While 600 guests have been invited to the Royal Wedding and reception for Prince Harry and Meghan Markle this Saturday, many are hosting their own Royal Wedding viewing party. We’ve gathered ideas and recipes to help you celebrate.
But first, a few particulars.
The nuptials will take place at the historic St George’s Chapel at midday on Saturday. The chapel is located at Windsor Castle, in the British town of Windsor, an hour outside of London.
CNN says, “The word ‘chapel’ doesn’t really do it justice. This has been a place of prayer, pageantry and ritual since the 15th century, a favorite for royal christenings (including Prince Harry’s), marriages (especially the Victorians) and, perhaps most all, funerals: 10 British kings are buried in its vaults.
Royal Wedding Timeline
For a timeline of how the royal wedding festivities will unfold: click here.
Royal Wedding Food
Saturday’s wedding guests at the royal wedding will be dining on a lunch of fresh, seasonal, sophisticated fare and a cake that breaks from royal tradition.
According to Buckingham Palace the menu at the daytime reception for 600 will be “led by the freshest produce available.”
Head Chef Mark Flanagan in the Royal Kitchen says, “On the 19th of May, staff will be working in the kitchens at Windsor Castle producing the food for Prince Harry and Ms. Markle’s wedding reception, which will take place in the castle grounds after the ceremony.” Six hundred guests will attend the reception.
Expected Royal Wedding Reception Foods Include:
• Chocolate Truffles
• Bite-sized Crème Brûlée
• Biscuits with Mango Panna Cotta Topping
• Yellow Macaroons
Fox News reports, “The soon-to-be-wed couple chose a lemon elderflower cake to serve at their wedding reception, a break from the traditional fruitcake typically served at British weddings. The unique cake is expected to incorporate ‘the bright flavours of spring,’ according to Kensington Palace.”
American-born baker Claire Ptak of East London’s Violet Bakery is making this royal cake. It will be flavored with organic Amalfi lemons and elderflower — a small sprightly bundle of white blooms in the honeysuckle family.
Historic Royal Wedding Menus
While we won’t know until Saturday exactly what foods will be served at Prince Harry and Ms. Markle’s royal wedding, here’s a look back at previous royal weddings.
Prince William and Kate, 2011
The first course consisted of marinated salmon served with crab, wild langoustines and a fresh herb salad. For the main course, guests dined on organic lamb with spring vegetables, English asparagus, potatoes and Windsor sauce. Dessert was honey ice cream, a sherry trifle, and a chocolate parfait.

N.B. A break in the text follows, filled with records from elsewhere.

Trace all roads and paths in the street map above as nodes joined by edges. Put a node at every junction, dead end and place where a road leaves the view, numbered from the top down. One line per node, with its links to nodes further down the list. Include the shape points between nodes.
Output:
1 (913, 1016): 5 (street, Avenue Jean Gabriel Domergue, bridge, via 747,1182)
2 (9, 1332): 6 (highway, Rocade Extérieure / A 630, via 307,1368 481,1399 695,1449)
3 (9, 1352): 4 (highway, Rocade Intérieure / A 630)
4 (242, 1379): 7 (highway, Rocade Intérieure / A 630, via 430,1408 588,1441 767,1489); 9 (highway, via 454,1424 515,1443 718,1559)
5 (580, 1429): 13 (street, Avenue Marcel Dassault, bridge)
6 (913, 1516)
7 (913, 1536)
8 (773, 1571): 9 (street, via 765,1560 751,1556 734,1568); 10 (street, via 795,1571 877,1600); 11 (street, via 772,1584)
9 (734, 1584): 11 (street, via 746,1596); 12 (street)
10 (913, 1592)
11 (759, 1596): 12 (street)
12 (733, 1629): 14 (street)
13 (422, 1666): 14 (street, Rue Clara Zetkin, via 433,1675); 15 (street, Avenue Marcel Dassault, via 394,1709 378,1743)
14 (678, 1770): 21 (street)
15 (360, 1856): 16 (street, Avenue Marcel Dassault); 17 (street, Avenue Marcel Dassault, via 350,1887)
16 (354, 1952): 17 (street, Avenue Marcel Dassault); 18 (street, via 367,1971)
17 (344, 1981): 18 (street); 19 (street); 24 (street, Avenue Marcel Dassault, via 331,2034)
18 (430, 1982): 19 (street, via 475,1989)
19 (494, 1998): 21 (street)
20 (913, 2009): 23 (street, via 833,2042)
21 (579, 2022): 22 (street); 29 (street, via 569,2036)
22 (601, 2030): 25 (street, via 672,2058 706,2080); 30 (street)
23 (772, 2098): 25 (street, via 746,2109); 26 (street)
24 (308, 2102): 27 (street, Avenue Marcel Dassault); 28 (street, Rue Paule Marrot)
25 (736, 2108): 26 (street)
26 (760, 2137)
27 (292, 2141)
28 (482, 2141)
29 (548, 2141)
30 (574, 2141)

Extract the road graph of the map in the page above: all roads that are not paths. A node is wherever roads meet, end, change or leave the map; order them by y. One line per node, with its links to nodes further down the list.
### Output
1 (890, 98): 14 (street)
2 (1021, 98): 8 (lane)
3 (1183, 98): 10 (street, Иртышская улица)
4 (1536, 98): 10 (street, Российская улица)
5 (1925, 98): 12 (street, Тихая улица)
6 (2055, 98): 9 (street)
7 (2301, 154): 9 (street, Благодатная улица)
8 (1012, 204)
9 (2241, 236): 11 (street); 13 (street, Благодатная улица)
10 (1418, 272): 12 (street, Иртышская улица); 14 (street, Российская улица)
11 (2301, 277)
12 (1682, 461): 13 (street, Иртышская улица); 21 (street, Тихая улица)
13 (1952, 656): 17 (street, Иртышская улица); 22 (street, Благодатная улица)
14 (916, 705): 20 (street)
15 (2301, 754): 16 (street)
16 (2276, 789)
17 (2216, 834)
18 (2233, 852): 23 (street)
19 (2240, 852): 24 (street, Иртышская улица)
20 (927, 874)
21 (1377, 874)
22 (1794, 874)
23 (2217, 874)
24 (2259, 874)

Prince Edward and Sophie Rhys-Jones, 1999
With an eye toward austerity, Prince Edward and Sophie Rhys-Jones invited guests to a self-service buffet of smoked haddock in pastry, beef stroganoff, and raspberries in cream. The couple continued to break with tradition in their choice of wedding cake, opting to use layers of devil’s food cake rather than a traditional tiered fruitcake.
Prince Andrew and Sarah Ferguson, 1986
At their wedding celebration, Prince Andrew and Fergie featured Eggs Drumkilbo, a mold of egg, aspic and lobster said to have been the late Queen Mother’s favorite dish. Lamb with mint sauce, new potatoes, strawberries with clotted cream and a six-tiered wedding cake completed their meal.
Prince Charles and Lady Diana Spencer, 1981
At Charles and Diana’s fairytale wedding, the menu included traditional strawberries with cream, brill in lobster sauce and Princess of Wales chicken (chicken stuffed with fine lamb mousse). The couple served a grand total of 27 cakes, including their official wedding cake (an ornate five-foot tall fruitcake with white icing).
Princess Anne and Captain Mark Phillips, 1973
At the marriage of Princess Anne and Mark Philips, guests enjoyed a lavish lunch featuring lobster, partridge, fresh peas, peppermint ice cream, and a wedding cake made exactly five-feet six-inches tall—just the height of the bride.
Princess Elizabeth (Queen Elizabeth II) and Philip Mountbatten (Prince Philip) of Greece, 1947
Though this November wedding took place in a time of post-war austerity, royal chefs still produced such dishes as Filet de Sole Mountbatten, Perdreau (Partridge) en Casserole and Bombe Glacee Princesse Elizabeth—an ice cream dish made with luxuriously out-of-season strawberries.